• **Requirement**:
Reproduce every record exactly as given.
[Opening Supplied entries section]
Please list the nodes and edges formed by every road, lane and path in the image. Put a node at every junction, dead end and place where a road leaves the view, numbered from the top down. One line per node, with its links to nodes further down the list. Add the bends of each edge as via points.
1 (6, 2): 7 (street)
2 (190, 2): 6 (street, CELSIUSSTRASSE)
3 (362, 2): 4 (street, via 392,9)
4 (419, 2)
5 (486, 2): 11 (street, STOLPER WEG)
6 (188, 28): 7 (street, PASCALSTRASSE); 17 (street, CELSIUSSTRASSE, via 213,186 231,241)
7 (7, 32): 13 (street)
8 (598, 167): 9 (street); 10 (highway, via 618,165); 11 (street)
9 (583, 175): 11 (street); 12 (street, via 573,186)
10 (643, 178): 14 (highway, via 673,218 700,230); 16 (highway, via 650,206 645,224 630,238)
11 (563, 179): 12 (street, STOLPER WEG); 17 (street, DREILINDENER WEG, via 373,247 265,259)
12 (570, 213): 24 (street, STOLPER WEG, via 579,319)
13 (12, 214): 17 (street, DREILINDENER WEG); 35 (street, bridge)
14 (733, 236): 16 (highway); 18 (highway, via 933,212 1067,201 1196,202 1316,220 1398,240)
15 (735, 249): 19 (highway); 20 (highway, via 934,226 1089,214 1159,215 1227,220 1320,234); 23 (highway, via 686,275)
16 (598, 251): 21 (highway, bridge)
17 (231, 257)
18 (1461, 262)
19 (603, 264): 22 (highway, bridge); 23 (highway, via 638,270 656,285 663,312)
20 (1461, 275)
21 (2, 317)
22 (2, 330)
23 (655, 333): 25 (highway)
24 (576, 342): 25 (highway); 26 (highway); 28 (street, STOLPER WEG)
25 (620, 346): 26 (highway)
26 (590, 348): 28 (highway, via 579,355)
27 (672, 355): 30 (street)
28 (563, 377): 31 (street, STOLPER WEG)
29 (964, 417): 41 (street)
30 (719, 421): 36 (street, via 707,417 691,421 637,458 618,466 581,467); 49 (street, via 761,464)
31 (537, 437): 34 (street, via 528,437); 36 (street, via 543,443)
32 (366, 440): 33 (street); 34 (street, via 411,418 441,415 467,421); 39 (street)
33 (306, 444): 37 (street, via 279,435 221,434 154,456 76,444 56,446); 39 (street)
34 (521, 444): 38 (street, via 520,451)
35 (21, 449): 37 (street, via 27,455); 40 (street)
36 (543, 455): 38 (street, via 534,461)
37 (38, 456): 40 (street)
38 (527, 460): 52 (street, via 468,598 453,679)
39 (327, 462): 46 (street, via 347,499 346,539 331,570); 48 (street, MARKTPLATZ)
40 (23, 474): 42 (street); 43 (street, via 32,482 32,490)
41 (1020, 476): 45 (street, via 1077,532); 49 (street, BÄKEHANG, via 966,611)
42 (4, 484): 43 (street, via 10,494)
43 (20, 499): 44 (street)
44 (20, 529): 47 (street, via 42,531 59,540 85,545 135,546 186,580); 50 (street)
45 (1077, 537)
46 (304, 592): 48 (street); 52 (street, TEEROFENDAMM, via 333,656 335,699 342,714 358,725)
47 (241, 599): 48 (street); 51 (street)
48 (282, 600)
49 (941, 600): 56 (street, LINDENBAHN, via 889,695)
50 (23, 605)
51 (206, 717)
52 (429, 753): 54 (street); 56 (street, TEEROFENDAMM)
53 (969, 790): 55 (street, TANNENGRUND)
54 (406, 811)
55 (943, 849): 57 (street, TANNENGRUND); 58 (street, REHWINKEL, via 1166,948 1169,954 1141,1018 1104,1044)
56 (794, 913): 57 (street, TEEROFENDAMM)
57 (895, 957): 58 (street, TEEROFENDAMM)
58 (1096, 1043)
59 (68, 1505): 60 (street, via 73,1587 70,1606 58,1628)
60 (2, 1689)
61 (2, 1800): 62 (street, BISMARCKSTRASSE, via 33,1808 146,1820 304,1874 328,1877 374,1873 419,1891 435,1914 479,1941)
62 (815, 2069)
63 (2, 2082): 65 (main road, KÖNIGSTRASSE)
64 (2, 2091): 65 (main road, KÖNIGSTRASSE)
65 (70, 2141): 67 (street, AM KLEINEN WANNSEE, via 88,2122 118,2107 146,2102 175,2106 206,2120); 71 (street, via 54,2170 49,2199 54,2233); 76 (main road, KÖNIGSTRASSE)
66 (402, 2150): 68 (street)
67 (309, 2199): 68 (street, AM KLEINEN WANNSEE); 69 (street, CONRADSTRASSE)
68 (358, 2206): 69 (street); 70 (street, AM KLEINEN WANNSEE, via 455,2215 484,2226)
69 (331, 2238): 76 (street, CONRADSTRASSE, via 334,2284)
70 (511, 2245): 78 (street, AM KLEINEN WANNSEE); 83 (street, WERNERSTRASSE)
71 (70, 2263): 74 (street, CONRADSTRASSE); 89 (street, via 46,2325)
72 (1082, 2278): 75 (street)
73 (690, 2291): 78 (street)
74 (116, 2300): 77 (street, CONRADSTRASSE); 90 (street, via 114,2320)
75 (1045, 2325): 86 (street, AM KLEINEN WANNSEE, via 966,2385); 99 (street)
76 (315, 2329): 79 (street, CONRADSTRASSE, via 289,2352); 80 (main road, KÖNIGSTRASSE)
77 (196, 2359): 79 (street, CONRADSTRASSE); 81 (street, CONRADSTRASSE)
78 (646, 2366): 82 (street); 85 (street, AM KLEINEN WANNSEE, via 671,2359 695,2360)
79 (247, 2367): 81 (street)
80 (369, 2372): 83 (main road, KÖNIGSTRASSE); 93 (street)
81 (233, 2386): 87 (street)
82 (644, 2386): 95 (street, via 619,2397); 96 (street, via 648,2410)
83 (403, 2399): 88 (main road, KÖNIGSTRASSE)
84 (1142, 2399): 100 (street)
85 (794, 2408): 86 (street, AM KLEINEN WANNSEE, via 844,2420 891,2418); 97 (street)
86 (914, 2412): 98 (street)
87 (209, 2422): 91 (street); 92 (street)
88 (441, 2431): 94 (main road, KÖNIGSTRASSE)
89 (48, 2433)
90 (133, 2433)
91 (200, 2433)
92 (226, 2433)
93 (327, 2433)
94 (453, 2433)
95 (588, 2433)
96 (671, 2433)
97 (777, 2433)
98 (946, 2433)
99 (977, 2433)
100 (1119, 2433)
[Closing Supplied entries section]
• **Finished exercise**:
Please list the nodes and edges formed by every road, lane and path in the image. Put a node at every junction, dead end and place where a road leaves the view, numbered from the top down. One line per node, with its links to nodes further down the list. Add the bends of each edge as via points.
1 (6, 2): 7 (street)
2 (190, 2): 6 (street, CELSIUSSTRASSE)
3 (362, 2): 4 (street, via 392,9)
4 (419, 2)
5 (486, 2): 11 (street, STOLPER WEG)
6 (188, 28): 7 (street, PASCALSTRASSE); 17 (street, CELSIUSSTRASSE, via 213,186 231,241)
7 (7, 32): 13 (street)
8 (598, 167): 9 (street); 10 (highway, via 618,165); 11 (street)
9 (583, 175): 11 (street); 12 (street, via 573,186)
10 (643, 178): 14 (highway, via 673,218 700,230); 16 (highway, via 650,206 645,224 630,238)
11 (563, 179): 12 (street, STOLPER WEG); 17 (street, DREILINDENER WEG, via 373,247 265,259)
12 (570, 213): 24 (street, STOLPER WEG, via 579,319)
13 (12, 214): 17 (street, DREILINDENER WEG); 35 (street, bridge)
14 (733, 236): 16 (highway); 18 (highway, via 933,212 1067,201 1196,202 1316,220 1398,240)
15 (735, 249): 19 (highway); 20 (highway, via 934,226 1089,214 1159,215 1227,220 1320,234); 23 (highway, via 686,275)
16 (598, 251): 21 (highway, bridge)
17 (231, 257)
18 (1461, 262)
19 (603, 264): 22 (highway, bridge); 23 (highway, via 638,270 656,285 663,312)
20 (1461, 275)
21 (2, 317)
22 (2, 330)
23 (655, 333): 25 (highway)
24 (576, 342): 25 (highway); 26 (highway); 28 (street, STOLPER WEG)
25 (620, 346): 26 (highway)
26 (590, 348): 28 (highway, via 579,355)
27 (672, 355): 30 (street)
28 (563, 377): 31 (street, STOLPER WEG)
29 (964, 417): 41 (street)
30 (719, 421): 36 (street, via 707,417 691,421 637,458 618,466 581,467); 49 (street, via 761,464)
31 (537, 437): 34 (street, via 528,437); 36 (street, via 543,443)
32 (366, 440): 33 (street); 34 (street, via 411,418 441,415 467,421); 39 (street)
33 (306, 444): 37 (street, via 279,435 221,434 154,456 76,444 56,446); 39 (street)
34 (521, 444): 38 (street, via 520,451)
35 (21, 449): 37 (street, via 27,455); 40 (street)
36 (543, 455): 38 (street, via 534,461)
37 (38, 456): 40 (street)
38 (527, 460): 52 (street, via 468,598 453,679)
39 (327, 462): 46 (street, via 347,499 346,539 331,570); 48 (street, MARKTPLATZ)
40 (23, 474): 42 (street); 43 (street, via 32,482 32,490)
41 (1020, 476): 45 (street, via 1077,532); 49 (street, BÄKEHANG, via 966,611)
42 (4, 484): 43 (street, via 10,494)
43 (20, 499): 44 (street)
44 (20, 529): 47 (street, via 42,531 59,540 85,545 135,546 186,580); 50 (street)
45 (1077, 537)
46 (304, 592): 48 (street); 52 (street, TEEROFENDAMM, via 333,656 335,699 342,714 358,725)
47 (241, 599): 48 (street); 51 (street)
48 (282, 600)
49 (941, 600): 56 (street, LINDENBAHN, via 889,695)
50 (23, 605)
51 (206, 717)
52 (429, 753): 54 (street); 56 (street, TEEROFENDAMM)
53 (969, 790): 55 (street, TANNENGRUND)
54 (406, 811)
55 (943, 849): 57 (street, TANNENGRUND); 58 (street, REHWINKEL, via 1166,948 1169,954 1141,1018 1104,1044)
56 (794, 913): 57 (street, TEEROFENDAMM)
57 (895, 957): 58 (street, TEEROFENDAMM)
58 (1096, 1043)
59 (68, 1505): 60 (street, via 73,1587 70,1606 58,1628)
60 (2, 1689)
61 (2, 1800): 62 (street, BISMARCKSTRASSE, via 33,1808 146,1820 304,1874 328,1877 374,1873 419,1891 435,1914 479,1941)
62 (815, 2069)
63 (2, 2082): 65 (main road, KÖNIGSTRASSE)
64 (2, 2091): 65 (main road, KÖNIGSTRASSE)
65 (70, 2141): 67 (street, AM KLEINEN WANNSEE, via 88,2122 118,2107 146,2102 175,2106 206,2120); 71 (street, via 54,2170 49,2199 54,2233); 76 (main road, KÖNIGSTRASSE)
66 (402, 2150): 68 (street)
67 (309, 2199): 68 (street, AM KLEINEN WANNSEE); 69 (street, CONRADSTRASSE)
68 (358, 2206): 69 (street); 70 (street, AM KLEINEN WANNSEE, via 455,2215 484,2226)
69 (331, 2238): 76 (street, CONRADSTRASSE, via 334,2284)
70 (511, 2245): 78 (street, AM KLEINEN WANNSEE); 83 (street, WERNERSTRASSE)
71 (70, 2263): 74 (street, CONRADSTRASSE); 89 (street, via 46,2325)
72 (1082, 2278): 75 (street)
73 (690, 2291): 78 (street)
74 (116, 2300): 77 (street, CONRADSTRASSE); 90 (street, via 114,2320)
75 (1045, 2325): 86 (street, AM KLEINEN WANNSEE, via 966,2385); 99 (street)
76 (315, 2329): 79 (street, CONRADSTRASSE, via 289,2352); 80 (main road, KÖNIGSTRASSE)
77 (196, 2359): 79 (street, CONRADSTRASSE); 81 (street, CONRADSTRASSE)
78 (646, 2366): 82 (street); 85 (street, AM KLEINEN WANNSEE, via 671,2359 695,2360)
79 (247, 2367): 81 (street)
80 (369, 2372): 83 (main road, KÖNIGSTRASSE); 93 (street)
81 (233, 2386): 87 (street)
82 (644, 2386): 95 (street, via 619,2397); 96 (street, via 648,2410)
83 (403, 2399): 88 (main road, KÖNIGSTRASSE)
84 (1142, 2399): 100 (street)
85 (794, 2408): 86 (street, AM KLEINEN WANNSEE, via 844,2420 891,2418); 97 (street)
86 (914, 2412): 98 (street)
87 (209, 2422): 91 (street); 92 (street)
88 (441, 2431): 94 (main road, KÖNIGSTRASSE)
89 (48, 2433)
90 (133, 2433)
91 (200, 2433)
92 (226, 2433)
93 (327, 2433)
94 (453, 2433)
95 (588, 2433)
96 (671, 2433)
97 (777, 2433)
98 (946, 2433)
99 (977, 2433)
100 (1119, 2433)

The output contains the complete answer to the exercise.